*EXERCISE OBJECTIVE:* Keep each entry exactly as written when you repeat it, and skip the images.

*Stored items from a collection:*
* * * * * * * * *

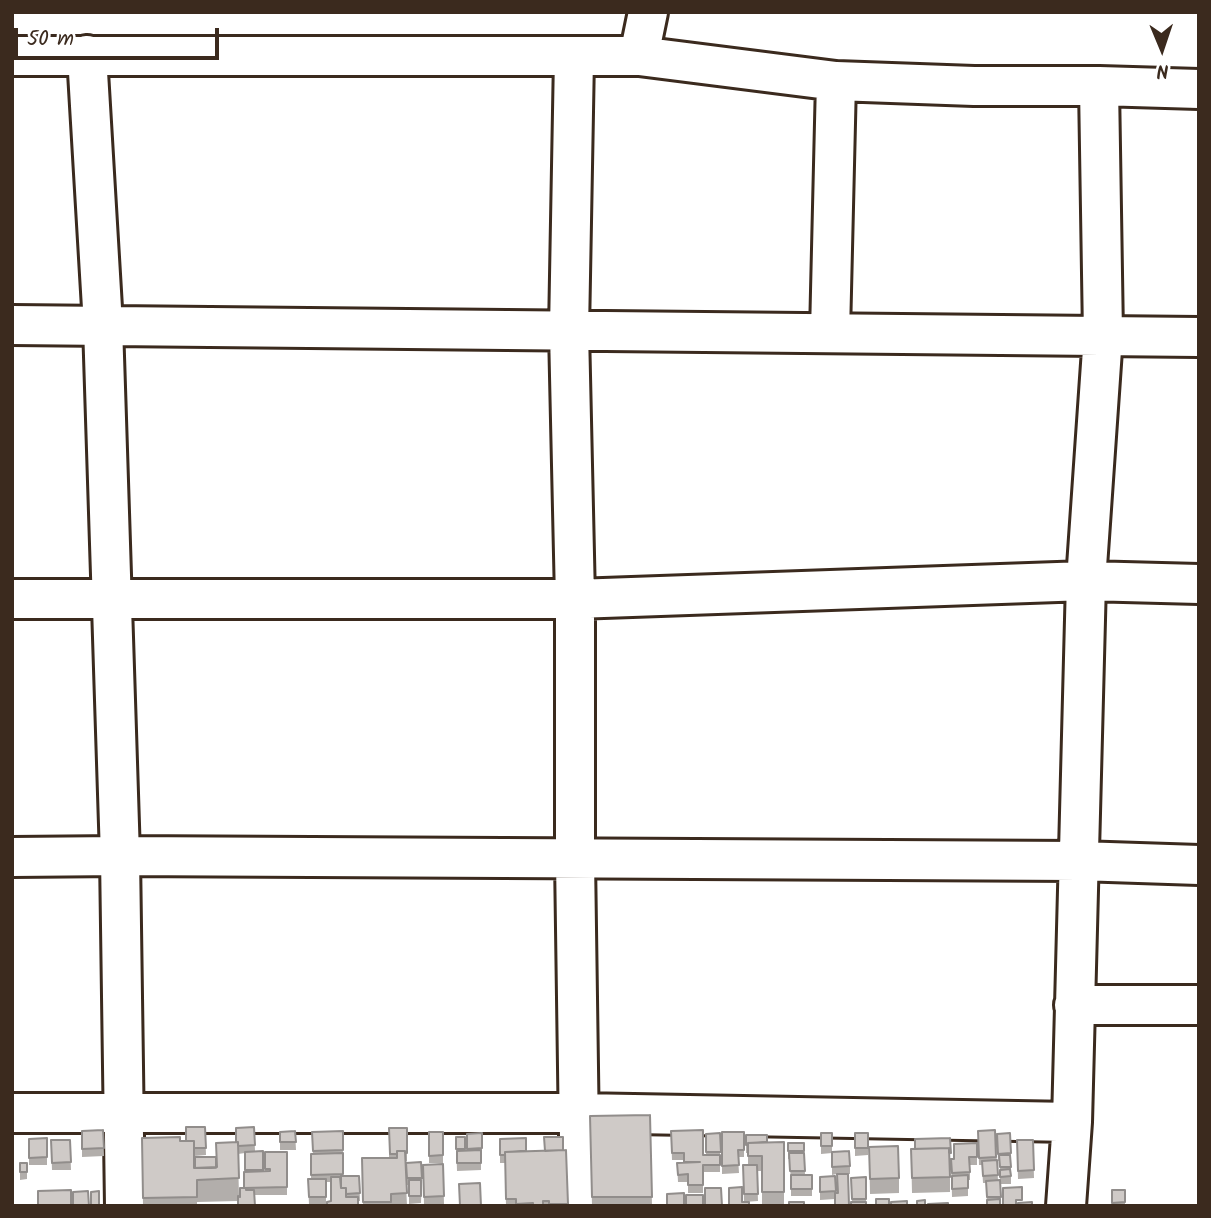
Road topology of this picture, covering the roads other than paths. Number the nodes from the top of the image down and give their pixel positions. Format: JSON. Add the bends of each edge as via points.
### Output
{"nodes":[{"id":1,"x":648,"y":12,"type":"edge"},
{"id":2,"x":86,"y":55,"type":"junction"},
{"id":3,"x":12,"y":56,"type":"edge"},
{"id":4,"x":639,"y":56,"type":"junction"},
{"id":5,"x":574,"y":57,"type":"junction"},
{"id":6,"x":836,"y":81,"type":"junction"},
{"id":7,"x":1099,"y":86,"type":"junction"},
{"id":8,"x":1199,"y":89,"type":"edge"},
{"id":9,"x":12,"y":325,"type":"edge"},
{"id":10,"x":103,"y":325,"type":"junction"},
{"id":11,"x":569,"y":331,"type":"junction"},
{"id":12,"x":830,"y":333,"type":"junction"},
{"id":13,"x":1103,"y":335,"type":"junction"},
{"id":14,"x":1199,"y":337,"type":"edge"},
{"id":15,"x":1086,"y":581,"type":"junction"},
{"id":16,"x":1199,"y":584,"type":"edge"},
{"id":17,"x":575,"y":599,"type":"junction"},
{"id":18,"x":12,"y":600,"type":"edge"},
{"id":19,"x":111,"y":600,"type":"junction"},
{"id":20,"x":120,"y":856,"type":"junction"},
{"id":21,"x":12,"y":857,"type":"edge"},
{"id":22,"x":575,"y":859,"type":"junction"},
{"id":23,"x":1079,"y":861,"type":"junction"},
{"id":24,"x":1199,"y":865,"type":"edge"},
{"id":25,"x":1074,"y":1005,"type":"junction"},
{"id":26,"x":1199,"y":1005,"type":"edge"},
{"id":27,"x":123,"y":1112,"type":"junction"},
{"id":28,"x":12,"y":1113,"type":"edge"},
{"id":29,"x":579,"y":1113,"type":"junction"},
{"id":30,"x":1072,"y":1122,"type":"junction"},
{"id":31,"x":125,"y":1206,"type":"edge"},
{"id":32,"x":580,"y":1206,"type":"edge"},
{"id":33,"x":1066,"y":1206,"type":"edge"}],
"edges":[{"from":1,"to":4,"type":"street"},
{"from":2,"to":3,"type":"street"},
{"from":2,"to":5,"type":"street"},
{"from":2,"to":10,"type":"street"},
{"from":4,"to":5,"type":"street"},
{"from":4,"to":6,"type":"street"},
{"from":5,"to":11,"type":"street"},
{"from":6,"to":7,"type":"street"},
{"from":6,"to":12,"type":"street"},
{"from":7,"to":8,"type":"street"},
{"from":7,"to":13,"type":"street"},
{"from":9,"to":10,"type":"street"},
{"from":10,"to":11,"type":"street"},
{"from":10,"to":19,"type":"street"},
{"from":11,"to":12,"type":"street"},
{"from":11,"to":17,"type":"street"},
{"from":12,"to":13,"type":"street"},
{"from":13,"to":14,"type":"street"},
{"from":13,"to":15,"type":"street"},
{"from":15,"to":16,"type":"street"},
{"from":15,"to":17,"type":"street"},
{"from":15,"to":23,"type":"street"},
{"from":17,"to":19,"type":"street"},
{"from":17,"to":22,"type":"street"},
{"from":18,"to":19,"type":"street"},
{"from":19,"to":20,"type":"street"},
{"from":20,"to":21,"type":"street"},
{"from":20,"to":22,"type":"street"},
{"from":20,"to":27,"type":"street"},
{"from":22,"to":23,"type":"street"},
{"from":22,"to":29,"type":"street"},
{"from":23,"to":24,"type":"street"},
{"from":23,"to":25,"type":"street"},
{"from":25,"to":26,"type":"street"},
{"from":25,"to":30,"type":"street"},
{"from":27,"to":28,"type":"street"},
{"from":27,"to":29,"type":"street"},
{"from":27,"to":31,"type":"street"},
{"from":29,"to":30,"type":"street"},
{"from":29,"to":32,"type":"street"},
{"from":30,"to":33,"type":"street"}]}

* * * * * * * * *

*RESPONSE:*
Road topology of this picture, covering the roads other than paths. Number the nodes from the top of the image down and give their pixel positions. Format: JSON. Add the bends of each edge as via points.
### Output
{"nodes":[{"id":1,"x":648,"y":12,"type":"edge"},
{"id":2,"x":86,"y":55,"type":"junction"},
{"id":3,"x":12,"y":56,"type":"edge"},
{"id":4,"x":639,"y":56,"type":"junction"},
{"id":5,"x":574,"y":57,"type":"junction"},
{"id":6,"x":836,"y":81,"type":"junction"},
{"id":7,"x":1099,"y":86,"type":"junction"},
{"id":8,"x":1199,"y":89,"type":"edge"},
{"id":9,"x":12,"y":325,"type":"edge"},
{"id":10,"x":103,"y":325,"type":"junction"},
{"id":11,"x":569,"y":331,"type":"junction"},
{"id":12,"x":830,"y":333,"type":"junction"},
{"id":13,"x":1103,"y":335,"type":"junction"},
{"id":14,"x":1199,"y":337,"type":"edge"},
{"id":15,"x":1086,"y":581,"type":"junction"},
{"id":16,"x":1199,"y":584,"type":"edge"},
{"id":17,"x":575,"y":599,"type":"junction"},
{"id":18,"x":12,"y":600,"type":"edge"},
{"id":19,"x":111,"y":600,"type":"junction"},
{"id":20,"x":120,"y":856,"type":"junction"},
{"id":21,"x":12,"y":857,"type":"edge"},
{"id":22,"x":575,"y":859,"type":"junction"},
{"id":23,"x":1079,"y":861,"type":"junction"},
{"id":24,"x":1199,"y":865,"type":"edge"},
{"id":25,"x":1074,"y":1005,"type":"junction"},
{"id":26,"x":1199,"y":1005,"type":"edge"},
{"id":27,"x":123,"y":1112,"type":"junction"},
{"id":28,"x":12,"y":1113,"type":"edge"},
{"id":29,"x":579,"y":1113,"type":"junction"},
{"id":30,"x":1072,"y":1122,"type":"junction"},
{"id":31,"x":125,"y":1206,"type":"edge"},
{"id":32,"x":580,"y":1206,"type":"edge"},
{"id":33,"x":1066,"y":1206,"type":"edge"}],
"edges":[{"from":1,"to":4,"type":"street"},
{"from":2,"to":3,"type":"street"},
{"from":2,"to":5,"type":"street"},
{"from":2,"to":10,"type":"street"},
{"from":4,"to":5,"type":"street"},
{"from":4,"to":6,"type":"street"},
{"from":5,"to":11,"type":"street"},
{"from":6,"to":7,"type":"street"},
{"from":6,"to":12,"type":"street"},
{"from":7,"to":8,"type":"street"},
{"from":7,"to":13,"type":"street"},
{"from":9,"to":10,"type":"street"},
{"from":10,"to":11,"type":"street"},
{"from":10,"to":19,"type":"street"},
{"from":11,"to":12,"type":"street"},
{"from":11,"to":17,"type":"street"},
{"from":12,"to":13,"type":"street"},
{"from":13,"to":14,"type":"street"},
{"from":13,"to":15,"type":"street"},
{"from":15,"to":16,"type":"street"},
{"from":15,"to":17,"type":"street"},
{"from":15,"to":23,"type":"street"},
{"from":17,"to":19,"type":"street"},
{"from":17,"to":22,"type":"street"},
{"from":18,"to":19,"type":"street"},
{"from":19,"to":20,"type":"street"},
{"from":20,"to":21,"type":"street"},
{"from":20,"to":22,"type":"street"},
{"from":20,"to":27,"type":"street"},
{"from":22,"to":23,"type":"street"},
{"from":22,"to":29,"type":"street"},
{"from":23,"to":24,"type":"street"},
{"from":23,"to":25,"type":"street"},
{"from":25,"to":26,"type":"street"},
{"from":25,"to":30,"type":"street"},
{"from":27,"to":28,"type":"street"},
{"from":27,"to":29,"type":"street"},
{"from":27,"to":31,"type":"street"},
{"from":29,"to":30,"type":"street"},
{"from":29,"to":32,"type":"street"},
{"from":30,"to":33,"type":"street"}]}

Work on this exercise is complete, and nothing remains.